Some commentators, by claiming that the apostle Paul is not referring to physical deliverance or rescue, have tried to ameliorate the shock of his statement that a woman will be “saved” or “kept safe” through childbirth. This line of reasoning by default concludes that the salvation Paul has in mind here is purely spiritual in nature. A kind of gnosis or “higher knowledge” for those schooled in suffering? Maybe. A liberation of the spirit from the transient values of this world, followed by a blissful eternity for the soul in heaven? Possibly. But, does salvation of the soul alone adequately redeem the tragic impacts of the Genesis curse? Is Paul really saying that even when a woman’s body does not just falter but fails in childbirth, her soul will live on in eternity so long as she perseveres in holiness- and if so, is this good news?
Maybe just barely for some of us. Maybe just good enough for First-World women like me, whose pregnancies, while laced with enough drama to make them exciting, from morning sickness and uterine blood clots to hemorrhoids and back pain, result in a happy, healthy outcome for mother and child.
But, what about the rest of us? What about those of us in the Majority World? Imagine quoting verse 15 to the under-nourished Somali mother whose twins are starving to death because she cannot produce enough milk, or the woman in remote Pakistan who could not reach the hospital in time to deliver her still-born son and is now fighting for her own life. Imagine telling that to the woman whose many miscarriages have cost her a husband and family and made her an outsider to her village.
The unavoidable fact is that the “pains” of childbirth that constituted Eve’s punishment (Genesis 3:16) were as much bodily, physical ones as they were manifestations of spiritual brokenness. In this sense they cry out for a redemption that is also as fleshy as it is spiritual. Anything less is the shabby news of a used car salesman.
I suspect that the apostle Paul knew this when he wrote these words to Timothy. Not long before his letter to Timothy he had written another letter to the church in Corinth. There he spells out in no uncertain terms his hope in a bodily resurrection for which the resurrection of Jesus Christ is “but the first fruits” (1 Cor. 15:20), so that just as in Adam all human beings die in sin, in Christ all live in resurrected life.
“The body that is sown is perishable, it is raised imperishable; it is sown in dishonor, it is raised in glory; it is sown in weakness, it is raised in power,” he writes (vv.42,43). In this context he can go on to encourage his “brothers” to”stand firm.” Let nothing move you,” he writes. “Give yourselves fully to the work of the Lord, because you know that your labor in the Lord is not in vain” (v. 58).
Paul seems to be issuing similar words of consolation and assurance to women in 1 Timothy. Our labor, in the biological sense, will not be in vain. The travails and tragedy of Eve’s curse will not ultimately be the full summation of our experience. In the resurrection, they along with death itself will be “swallowed up in victory” (v. 54), so “hang on” and “don’t give up,” are the message, with a view to the bodily resurrection that awaits us.

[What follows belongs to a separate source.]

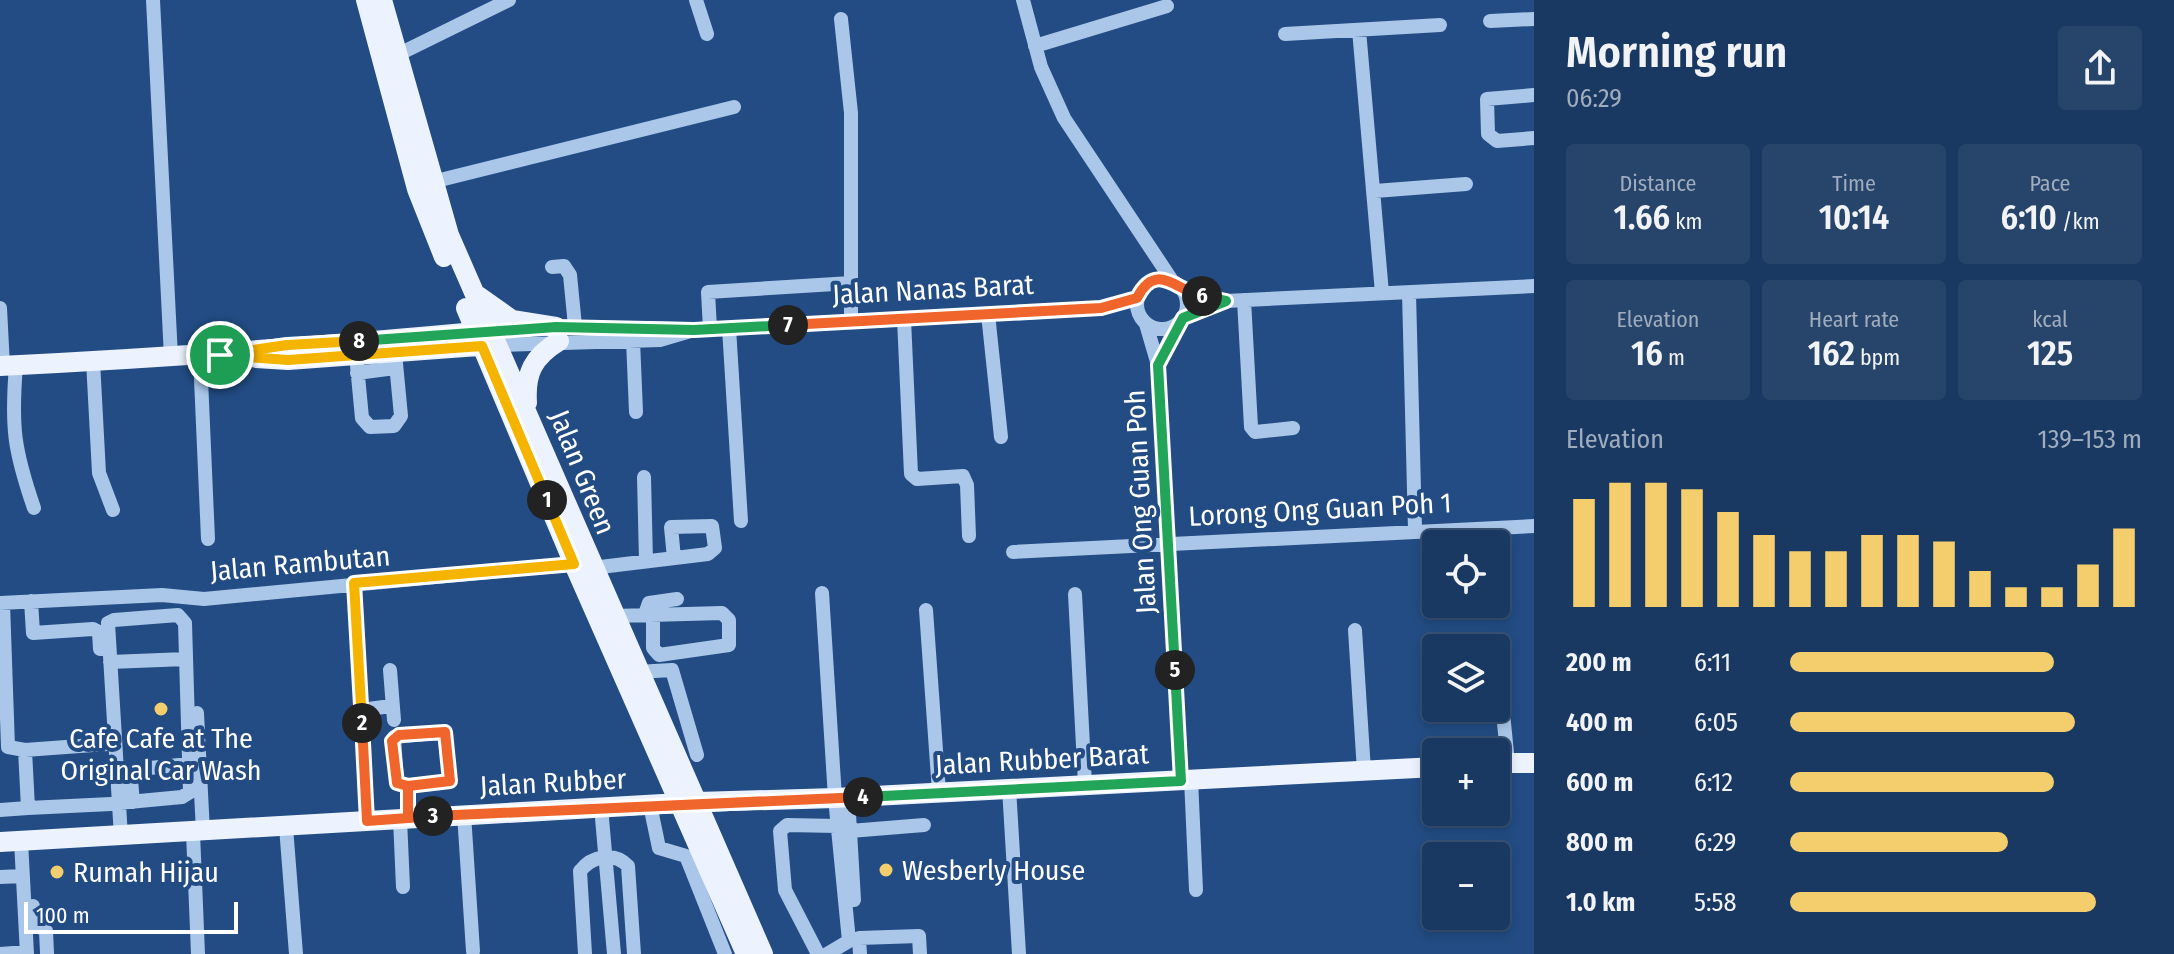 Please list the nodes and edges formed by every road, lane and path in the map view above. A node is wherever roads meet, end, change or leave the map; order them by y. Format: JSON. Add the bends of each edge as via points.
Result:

And this message really is good news on which to stake a lifetime of “holiness.” What might it look like for women in Nepal, Pakistan, Somalia and elsewhere, for whom the childbearing experience has been nothing but travail and tragedy? Some day, in the kingdom of God, I would like to think that they in the flesh will be reunited with their long-lost children, who will finally feast at their mothers’ dripping breasts, skin to skin, all aglow with the warmth of a mother’s love. And, there will be no sore nipples.